‘We were tired of playing… to idiots’Comment on this story
It would appear that Crazy White Boy love flying beneath the radar. However, their ability to write hit songs has pushed them into the limelight. With the release of their second album, the dance duo believe they have managed to dip beneath that radar. Therese Owen disagrees.
Cape Town was abuzz with dance events this month. One of the most important was the Cape Town Electronic Music Festival where one of the most popular acts was Crazy White Boy and their female singer, Nonku Phiri.
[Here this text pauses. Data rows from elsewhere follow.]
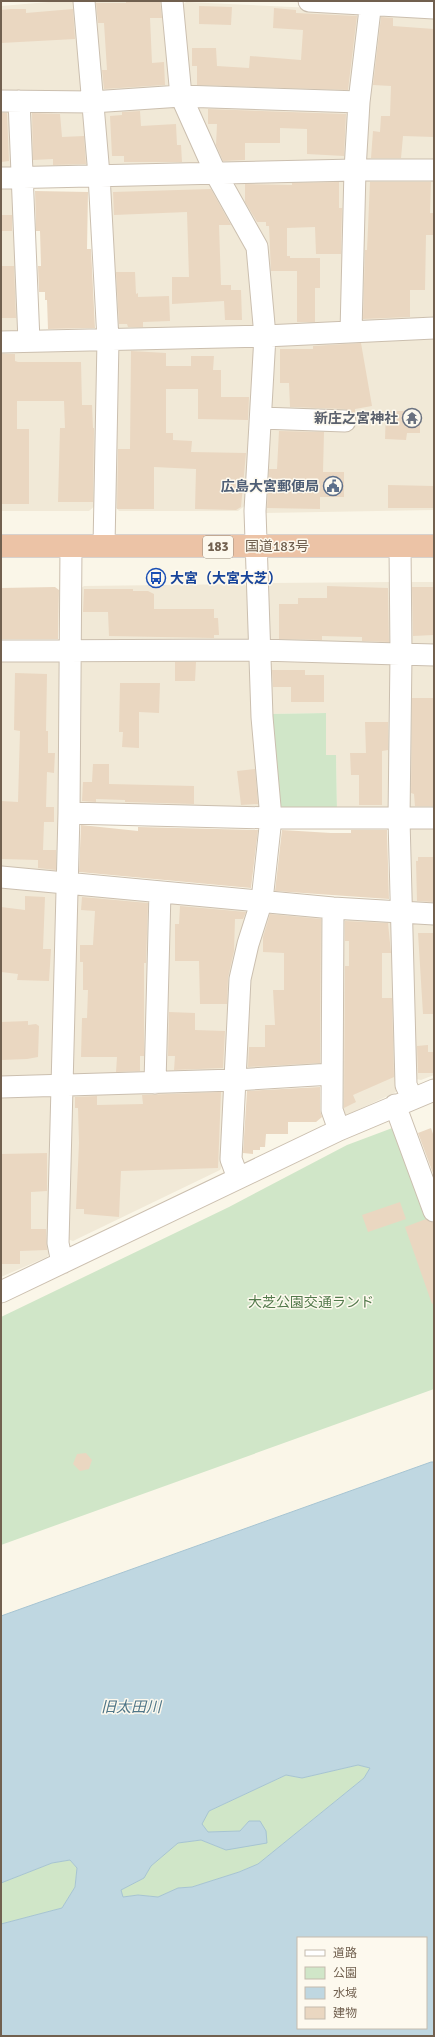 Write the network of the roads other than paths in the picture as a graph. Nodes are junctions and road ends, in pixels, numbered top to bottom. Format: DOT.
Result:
graph roads {
  1 [pos="84,1"];
  2 [pos="172,1"];
  3 [pos="309,1"];
  4 [pos="370,3"];
  5 [pos="434,8"];
  6 [pos="181,96"];
  7 [pos="10,101"];
  8 [pos="92,102"];
  9 [pos="359,102"];
  10 [pos="355,170"];
  11 [pos="434,170"];
  12 [pos="216,174"];
  13 [pos="99,175"];
  14 [pos="11,178"];
  15 [pos="434,328"];
  16 [pos="351,332"];
  17 [pos="265,336"];
  18 [pos="108,340"];
  19 [pos="29,341"];
  20 [pos="1,342"];
  21 [pos="261,418"];
  22 [pos="345,421"];
  23 [pos="1,546"];
  24 [pos="104,546"];
  25 [pos="256,546"];
  26 [pos="400,546"];
  27 [pos="434,546"];
  28 [pos="71,547"];
  29 [pos="260,650"];
  30 [pos="1,651"];
  31 [pos="71,651"];
  32 [pos="401,654"];
  33 [pos="434,655"];
  34 [pos="69,813"];
  35 [pos="271,818"];
  36 [pos="434,818"];
  37 [pos="399,819"];
  38 [pos="1,877"];
  39 [pos="67,882"];
  40 [pos="160,892"];
  41 [pos="262,900"];
  42 [pos="333,908"];
  43 [pos="400,912"];
  44 [pos="434,914"];
  45 [pos="332,1074"];
  46 [pos="235,1080"];
  47 [pos="155,1083"];
  48 [pos="62,1084"];
  49 [pos="1,1087"];
  50 [pos="434,1090"];
  51 [pos="404,1102"];
  52 [pos="338,1130"];
  53 [pos="238,1178"];
  54 [pos="434,1211"];
  55 [pos="62,1263"];
  56 [pos="1,1292"];
  1 -- 8 [label="street"];
  2 -- 6 [label="street"];
  3 -- 4 [label="street"];
  4 -- 5 [label="street"];
  4 -- 9 [label="street"];
  6 -- 8 [label="street"];
  6 -- 9 [label="street"];
  6 -- 12 [label="street"];
  7 -- 8 [label="street"];
  7 -- 14 [label="street"];
  8 -- 13 [label="street"];
  9 -- 10 [label="street"];
  10 -- 11 [label="street"];
  10 -- 12 [label="street"];
  10 -- 16 [label="street"];
  12 -- 13 [label="street"];
  12 -- 17 [label="street"];
  13 -- 14 [label="street"];
  13 -- 18 [label="street"];
  14 -- 19 [label="street"];
  15 -- 16 [label="street"];
  16 -- 17 [label="street"];
  17 -- 18 [label="street"];
  17 -- 21 [label="street"];
  18 -- 19 [label="street"];
  18 -- 24 [label="street"];
  19 -- 20 [label="street"];
  21 -- 22 [label="street"];
  21 -- 25 [label="street"];
  23 -- 28 [label="highway, 国道183号 / 183"];
  24 -- 25 [label="highway, 国道183号 / 183"];
  24 -- 28 [label="highway, 国道183号 / 183"];
  25 -- 26 [label="highway, 国道183号 / 183"];
  25 -- 29 [label="street"];
  26 -- 27 [label="highway, 国道183号 / 183"];
  26 -- 32 [label="street"];
  28 -- 31 [label="street"];
  29 -- 31 [label="street"];
  29 -- 32 [label="street"];
  29 -- 35 [label="street"];
  30 -- 31 [label="street"];
  31 -- 34 [label="street"];
  32 -- 33 [label="street"];
  32 -- 37 [label="street"];
  34 -- 35 [label="street"];
  34 -- 39 [label="street"];
  35 -- 37 [label="street"];
  35 -- 41 [label="street"];
  36 -- 37 [label="street"];
  37 -- 43 [label="street"];
  38 -- 39 [label="street"];
  39 -- 40 [label="street"];
  39 -- 48 [label="street"];
  40 -- 41 [label="street"];
  40 -- 47 [label="street"];
  41 -- 42 [label="street"];
  41 -- 46 [label="street"];
  42 -- 43 [label="street"];
  42 -- 45 [label="street"];
  43 -- 44 [label="street"];
  43 -- 51 [label="street"];
  45 -- 46 [label="street"];
  45 -- 52 [label="street"];
  46 -- 47 [label="street"];
  46 -- 53 [label="street"];
  47 -- 48 [label="street"];
  48 -- 49 [label="street"];
  48 -- 55 [label="street"];
  50 -- 51 [label="street"];
  51 -- 52 [label="street"];
  51 -- 54 [label="street"];
  52 -- 53 [label="street"];
  53 -- 55 [label="street"];
  55 -- 56 [label="street"];
}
And yes, she is the daughter of that fabulous musician, Ray.
However, it seems she has chosen the popular genre of house music to start her career.
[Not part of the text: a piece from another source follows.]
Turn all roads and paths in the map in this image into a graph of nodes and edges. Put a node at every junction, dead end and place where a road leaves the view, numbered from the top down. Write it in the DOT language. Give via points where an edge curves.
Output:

Phiri was introduced to Ryan Murgatroyd and Kosta Karatamoglou of Crazy White Boy by their previous singer, Rue Groove, who is the voice on their hit song, Love You Better.
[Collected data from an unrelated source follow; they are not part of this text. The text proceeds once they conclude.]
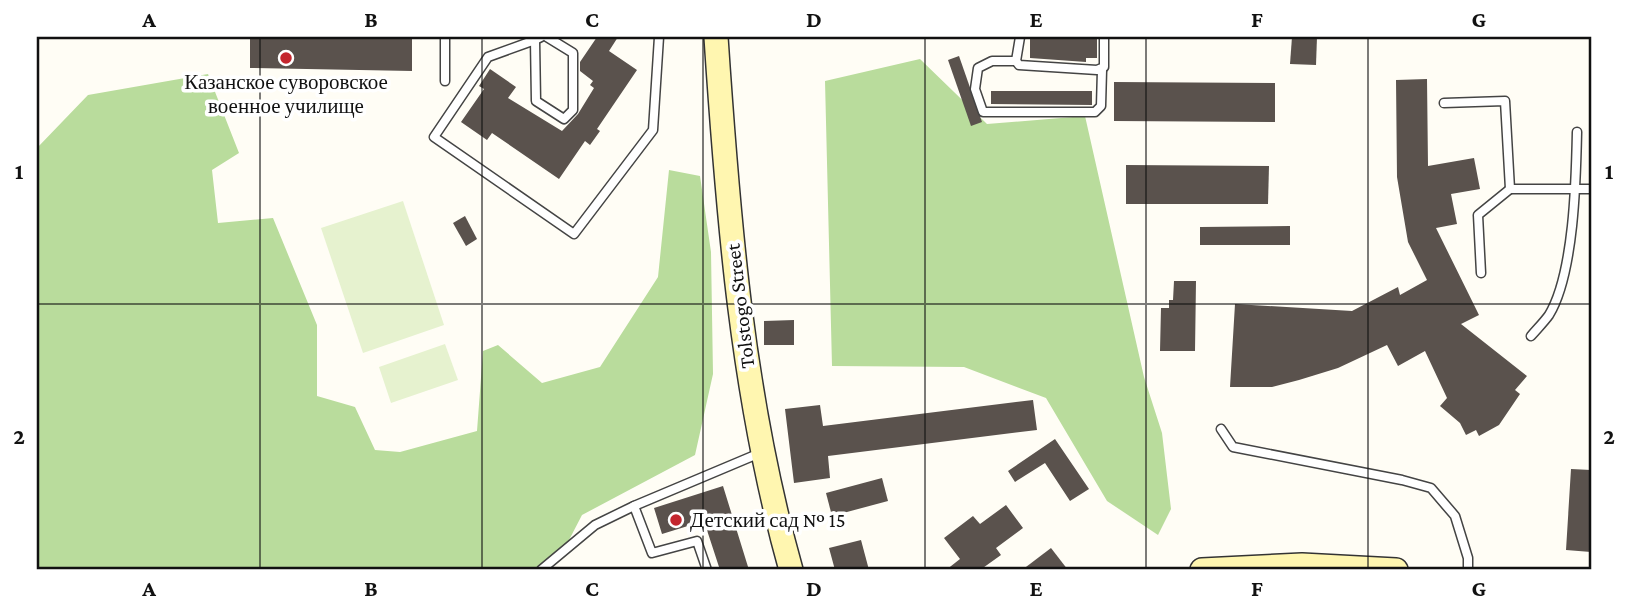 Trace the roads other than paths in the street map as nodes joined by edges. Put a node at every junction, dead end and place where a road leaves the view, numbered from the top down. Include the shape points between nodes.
1 (445, 37) edge
2 (547, 37) edge
3 (659, 37) edge
4 (716, 37) edge
5 (1020, 37) edge
6 (1104, 37) edge
7 (537, 38) edge
8 (1016, 61) junction
9 (1102, 70) junction
10 (445, 81) dead end
11 (1444, 103) dead end
12 (1577, 132) dead end
13 (1510, 189) junction
14 (1576, 189) junction
15 (1591, 189) edge
16 (1481, 272) dead end
17 (1531, 336) dead end
18 (1221, 429) dead end
19 (763, 452) junction
20 (634, 506) junction
21 (541, 570) edge
22 (707, 570) edge
23 (791, 570) edge
24 (1202, 570) edge
25 (1396, 570) edge
26 (1468, 570) edge

1 - 10 lane
2 - 7 lane via 573,53 573,110 564,119 536,101
3 - 7 lane via 653,130 574,234 434,137 488,57
4 - 19 street, Tolstogo Street via 726,188 746,367
5 - 8 lane
6 - 9 lane
8 - 9 lane via 1033,68
8 - 9 lane via 992,61 978,68 975,89 983,112 1095,112 1101,106
11 - 13 lane via 1505,101
12 - 14 lane
13 - 14 lane
13 - 16 lane via 1478,215
14 - 15 lane
14 - 17 lane via 1561,284 1549,314
18 - 26 lane via 1233,446 1431,488 1455,516
19 - 20 lane
19 - 23 street, Tolstogo Street
20 - 21 lane via 596,525
20 - 22 lane via 652,553 697,541
24 - 25 street via 1301,565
“Rue is one of the best singers to come from this country,” say Crazy White Boy over some very healthy salad and fresh fruit juice. (They say they travel too much to eat junk food which is why they are health conscious.) Rue, however, decided to move to Europe which created a vacuum in their live shows.
“We enjoy working with Nonku because she can sing and is not full of s**t,” says Karatamoglou. “She is also stylish and reliable.”
“Having three guys on stage was a bit much,” says Murgatroyd. “We are also really difficult to work with in the studio. Kosta and I are synched up because we have been working together for so long.”
As is well documented by now, the two producers and DJs met while working at Soul Candi. Karatamoglou was a systems developer at the dance label while Murgatroyd had been called in to the Soul Candi Institute of Music.
“Soul Candi, as the biggest label, wanted to diversify into education,” explains Murgatroyd.
“By 2009 we had three campuses. We teach them everything they need to know electronically.”
He proudly says the Soul Candi Institute of Music has entered into a joint venture with Boston City Campus. But with such a busy DJing career, where does he find the time to teach?
“My role is content direction so I don’t have to be there all the time,” he shrugs.
Karatamoglou, the duo’s other workaholic, has a pop-up bar on the side which is currently located on Green Market Square.
While their first album Zoma (2012) propelled them into national dance and pop consciousness, their second album, Ghetto Tech, sees them searching for more depth artistically. It also features Phiri on some of the tracks.
“Our first album was what people expected,” says Karatamoglou.
“With this album we did what we wanted. We went against the mainstream. It is a much more authentic African sound.”
Murgatroyd, who is the more cynical, says: “If we had to record five Love You Betters we would have had to go to clubs with our rap faces on. We saw the effect of having Top 40 hits. It was soul-destroying having these promoters or club owners booking us, but not knowing who we are or why they booked us. We were tired of playing s**t shows to idiots. If we don’t succeed with this album we can always go and work behind a bar.”
“Yeah, but also, we learnt when we played Ibiza that those who stuck to their guns now charge more as DJs,” says Karatamoglou.
Crazy White Boy say they are studio producers and aspire to pretty much all things DJs naturally aspire to.
“We are not classically trained musicians, but we’ve gone to great lengths to learn music theory,” explains Murgatroyd.
“We’re part of a new generation of musicians where the sequencer is the instrument. Most classically trained musicians only learn one instrument. Producers have to manage them all on a macro level.”
Aside from Phiri, Ghetto Tech also features Matthew Gold. They had previously collaborated with him through Goodluck and ended up doing four tracks together.
“Matthew is an all-round nice guy,” smiles Karatamoglou.
This musician certainly knows how to sing house, as does Phiri. The Cape Town songstress also features on Jack Parow’s new album, Nag van die Lang Pette.
She, with Crazy White Boy, is part of the growing dance culture in Cape Town. Not since the days of the Bellville explosion with Die Heuwels Fantasties, Francois van Coke et al, has the Mother City witnessed such a preponderance of hit artists from that city.
But in keeping with their slightly Bohemian angle, the dance scene is doing its level best to keep it on the underground down low.
The reality is, however, talent cannot be ignored, and as much as Crazy White Boy are trying to keep it real and away from the charts, Ghetto Tech has a good chance of churning out a big hit or two.
The two seem nonchalant. “This album is about integrity,” says Karatamoglou. “We could have recorded songs for radio and clapped our hands at every club, but that wouldn’t have been the truth.”
The truth is Crazy White Boy have developed a unique and instantly recognisable sound that they plan to conquer Europe with.
“We have a lot of interest from Europe and even as far afield as China,” says Karatamoglou.
Well, if a place like China gets them, there’s no looking back. How underground can you be if a nation of more than a billion wants to dance to your music?